◆ **The input**:
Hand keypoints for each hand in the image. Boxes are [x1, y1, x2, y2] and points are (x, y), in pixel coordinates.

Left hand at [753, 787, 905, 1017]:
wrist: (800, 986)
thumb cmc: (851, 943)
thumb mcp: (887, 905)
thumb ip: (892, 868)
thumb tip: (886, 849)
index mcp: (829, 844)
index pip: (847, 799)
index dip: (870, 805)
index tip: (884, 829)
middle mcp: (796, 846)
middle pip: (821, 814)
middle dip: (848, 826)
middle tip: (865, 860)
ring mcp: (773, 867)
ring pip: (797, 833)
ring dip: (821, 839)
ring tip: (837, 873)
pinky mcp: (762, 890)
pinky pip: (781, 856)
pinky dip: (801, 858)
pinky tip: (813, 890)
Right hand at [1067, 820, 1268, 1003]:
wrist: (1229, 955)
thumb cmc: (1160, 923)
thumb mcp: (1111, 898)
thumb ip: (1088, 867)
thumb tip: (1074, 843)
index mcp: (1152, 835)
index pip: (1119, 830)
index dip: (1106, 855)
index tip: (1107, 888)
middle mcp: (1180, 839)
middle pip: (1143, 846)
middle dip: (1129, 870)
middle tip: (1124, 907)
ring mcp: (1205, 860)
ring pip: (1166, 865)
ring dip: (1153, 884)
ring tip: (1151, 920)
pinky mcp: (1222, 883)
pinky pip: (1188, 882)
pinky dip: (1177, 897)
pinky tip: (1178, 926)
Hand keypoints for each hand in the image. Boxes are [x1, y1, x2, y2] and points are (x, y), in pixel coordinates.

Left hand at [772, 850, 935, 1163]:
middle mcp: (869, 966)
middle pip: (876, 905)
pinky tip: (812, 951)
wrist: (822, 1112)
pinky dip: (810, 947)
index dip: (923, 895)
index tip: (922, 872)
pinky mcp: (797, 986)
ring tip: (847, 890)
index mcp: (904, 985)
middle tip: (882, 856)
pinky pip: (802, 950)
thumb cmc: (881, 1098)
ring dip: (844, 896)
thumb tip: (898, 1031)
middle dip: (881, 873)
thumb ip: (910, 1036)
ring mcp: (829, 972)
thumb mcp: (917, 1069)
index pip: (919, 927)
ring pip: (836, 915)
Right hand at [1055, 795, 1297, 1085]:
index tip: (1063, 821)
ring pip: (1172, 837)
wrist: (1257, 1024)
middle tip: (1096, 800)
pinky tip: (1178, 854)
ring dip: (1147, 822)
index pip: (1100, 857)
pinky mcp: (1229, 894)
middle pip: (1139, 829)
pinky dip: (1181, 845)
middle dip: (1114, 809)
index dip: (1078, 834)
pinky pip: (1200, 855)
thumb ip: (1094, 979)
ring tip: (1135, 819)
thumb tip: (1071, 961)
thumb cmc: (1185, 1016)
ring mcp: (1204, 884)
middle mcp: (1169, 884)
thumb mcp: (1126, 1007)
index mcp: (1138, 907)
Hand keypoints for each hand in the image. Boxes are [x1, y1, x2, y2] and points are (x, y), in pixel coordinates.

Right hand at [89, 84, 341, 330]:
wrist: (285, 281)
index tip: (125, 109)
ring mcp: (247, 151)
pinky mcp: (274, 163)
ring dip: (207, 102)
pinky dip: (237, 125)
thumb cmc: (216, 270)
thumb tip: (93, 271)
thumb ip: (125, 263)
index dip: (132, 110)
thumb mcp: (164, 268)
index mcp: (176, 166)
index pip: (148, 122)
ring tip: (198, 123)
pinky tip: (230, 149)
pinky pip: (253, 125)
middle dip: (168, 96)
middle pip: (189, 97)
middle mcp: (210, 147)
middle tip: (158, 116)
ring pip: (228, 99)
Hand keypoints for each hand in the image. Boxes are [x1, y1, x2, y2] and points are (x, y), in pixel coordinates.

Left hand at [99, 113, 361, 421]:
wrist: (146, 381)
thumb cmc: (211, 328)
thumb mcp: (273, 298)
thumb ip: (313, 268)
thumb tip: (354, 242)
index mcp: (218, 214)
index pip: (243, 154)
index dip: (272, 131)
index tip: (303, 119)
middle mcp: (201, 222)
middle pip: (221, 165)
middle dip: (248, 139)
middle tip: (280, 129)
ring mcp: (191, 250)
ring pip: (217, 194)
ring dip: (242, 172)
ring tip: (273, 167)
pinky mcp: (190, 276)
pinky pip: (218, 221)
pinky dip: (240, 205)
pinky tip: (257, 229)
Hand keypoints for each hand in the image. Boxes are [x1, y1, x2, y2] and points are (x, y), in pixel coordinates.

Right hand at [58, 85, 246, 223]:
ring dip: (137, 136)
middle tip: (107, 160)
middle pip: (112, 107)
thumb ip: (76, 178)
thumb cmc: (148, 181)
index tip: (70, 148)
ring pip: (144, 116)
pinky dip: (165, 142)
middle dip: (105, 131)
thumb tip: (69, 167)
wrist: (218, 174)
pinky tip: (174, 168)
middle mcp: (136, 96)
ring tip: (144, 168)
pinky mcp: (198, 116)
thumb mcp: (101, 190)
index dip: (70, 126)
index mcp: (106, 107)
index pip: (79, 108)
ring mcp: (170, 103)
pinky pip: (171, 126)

◆ **Brief**: Please copy out each line of the material that contains the string "Right".

◆ **Task output**:
Right hand at [1067, 820, 1268, 1003]:
Right hand at [1055, 795, 1297, 1085]:
Right hand at [89, 84, 341, 330]:
Right hand at [58, 85, 246, 223]:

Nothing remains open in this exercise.